Funny, Bone (Chapter One): Bombing, Dying, Falling Flat.

This is the first in a series of multiple posts. How many will there be? Who knows. When will Chapter Two appear? Also a mystery. Surprises are good for you. 


“So, what…”

Conor paused for a second, considering how best to phrase his question. He settled back a little into his seat as the subway car began to move, his girlfriend nodding off on his shoulder.

“What exactly do you get out of doing that?”

I loosened the tie I had on and unbuttoned my collar, trying to think of how best to answer him. It’s a great question. It was almost one in the morning, and the three of us had just left an open mic at Toronto’s famous Comedy Bar. I’d been there to get some stage time; Conor and Karla were generous enough to tag along.

In retrospect, I should have warned them about what they were getting into.

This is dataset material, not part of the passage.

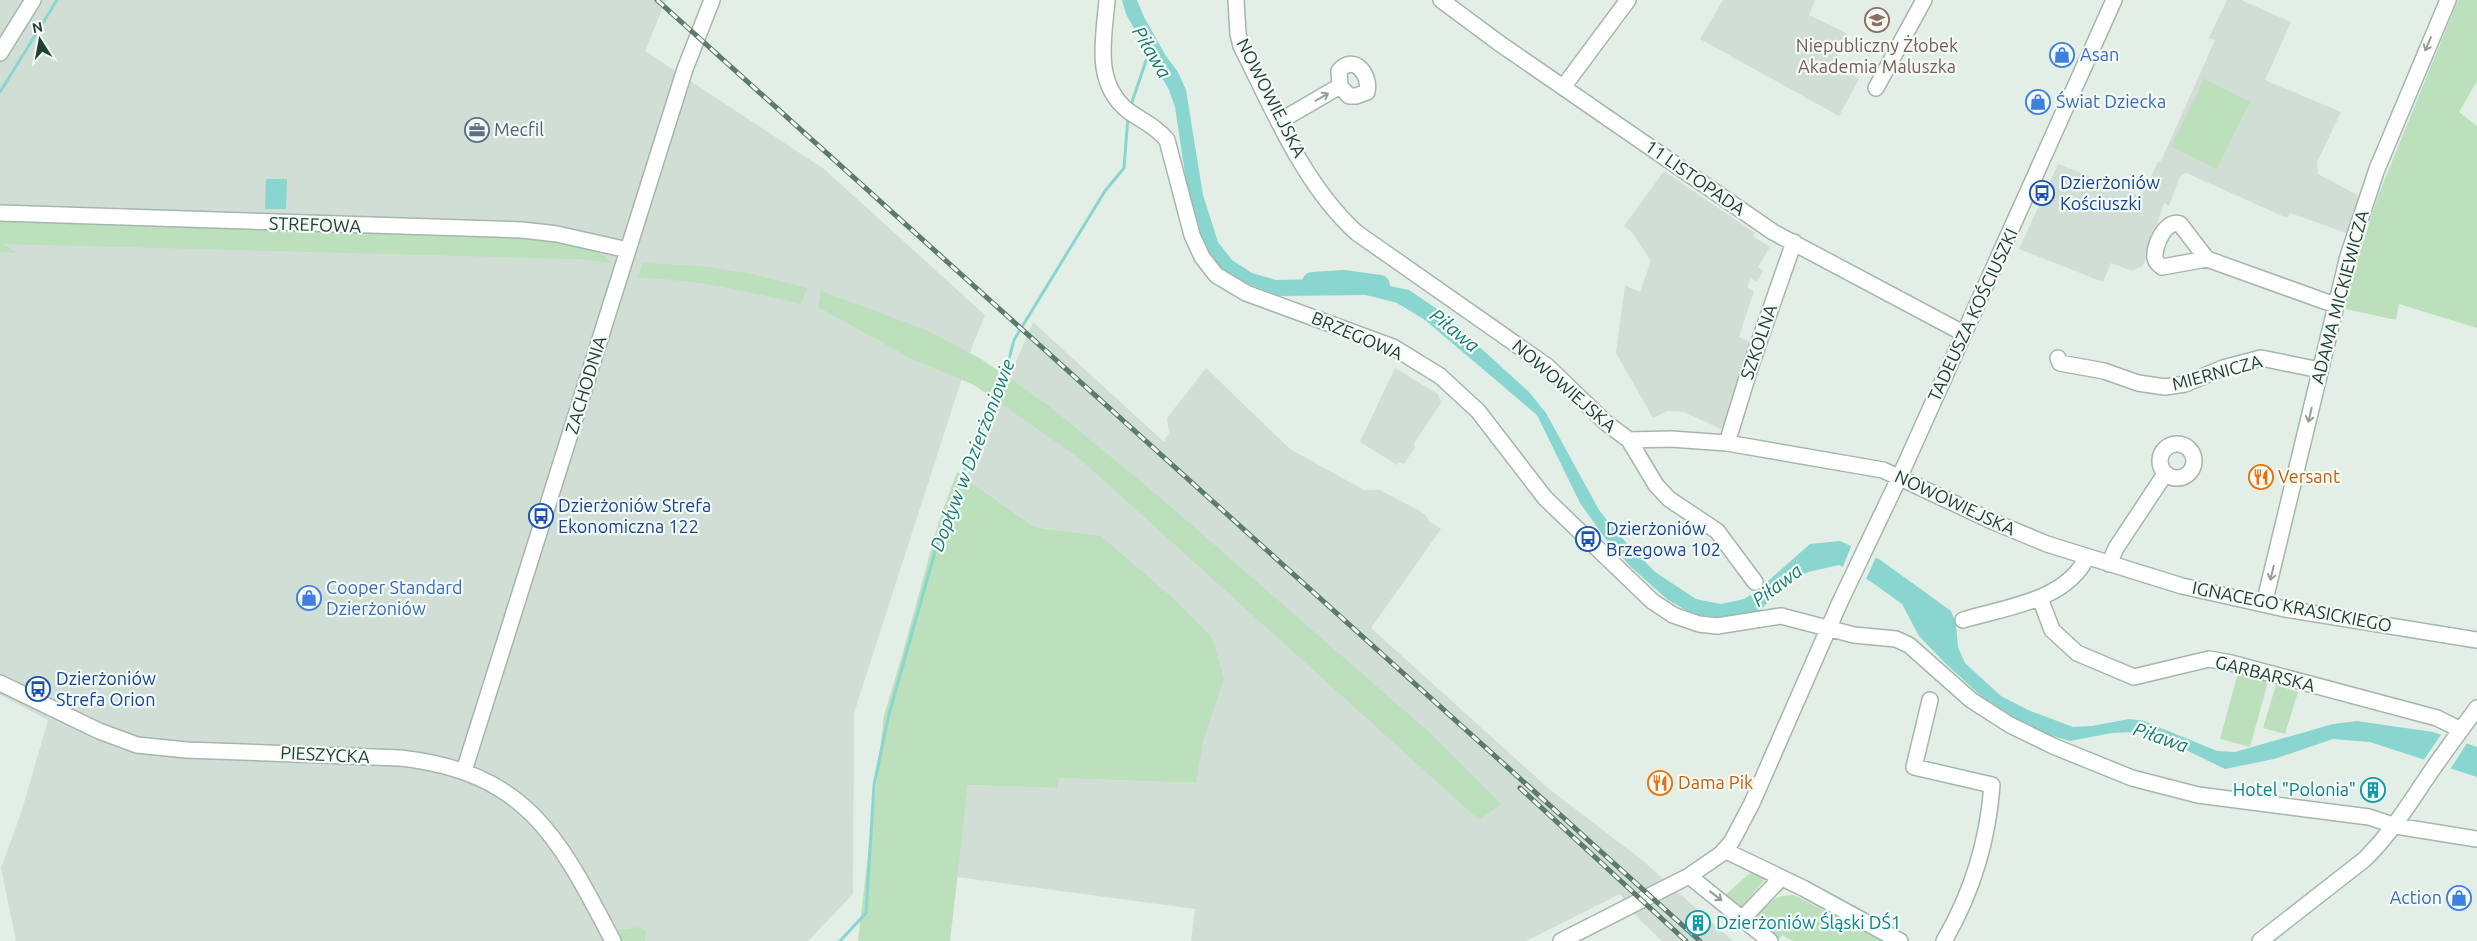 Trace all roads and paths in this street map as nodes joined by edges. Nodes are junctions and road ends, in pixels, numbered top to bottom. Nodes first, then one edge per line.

The show had officially kicked off at ten; by the time I got onstage, it was well past midnight. Inside the cramped Cabaret Room, the smaller of Comedy Bar’s two stage spaces, the air was heavy, humid and boozy. From the lobby you could hear clinking glasses and roaring laughter, even with the doors closed. I was sitting beside Conor and Karla, the chairs arranged into rows so tight that my knees were all but touching the seat in front of me. One after another, myself and the other wannabe-comics took our turn in the spotlight, pitching jokes into a rapidly-hemorrhaging audience. Getting a laugh was to scrap for it, every time—and the humiliation of silence stings, I can tell you.

If you, like most people, have never been to an amateur open mic before, there is little that will prepare you for the experience—and, like Conor, you’ll probably come away wondering what in heaven’s name would posses a person to perform at one. To the untrained eye, it may look like a voluntary torture; a public emotional water-boarding that a person (for some unfathomable reason) signs themselves up for. But to the those of with experience, well—yeah, that’s more or less exactly what it is.

Five minutes. As a rule, that’s what you’re given.

Your name is called; you step up onto the stage and shake the host’s hand, grab the microphone from the stand. Squint into the spotlights. You can’t see the crowd very well, given the glare, but you know they’re there—when your set goes well, the crowd is a billowing cloud of laughter and applause that swirls around your punchlines; when it doesn’t, they’re a pit, swallowing your jokes and giving you nothing but the thud of pint glasses being set on tables and the creaking noise of chairs being moved. Five minutes isn’t a long time—or at least that’s what you’ll tell yourself until your set starts going poorly.

All those people out there who list “public speaking” as their number one fear, above snakes, spiders, drowning, or early-onset male pattern baldness? I guarantee you that the feeling you experience when a joke flops in front of a roomful of strangers and nobody laughs is the exact same feeling that those people are deathly afraid of. It’s like getting punched squarely in the testes of your self-confidence. And open mics are full of people discovering that awful atom-bomb of a feeling for the first time, before your very eyes.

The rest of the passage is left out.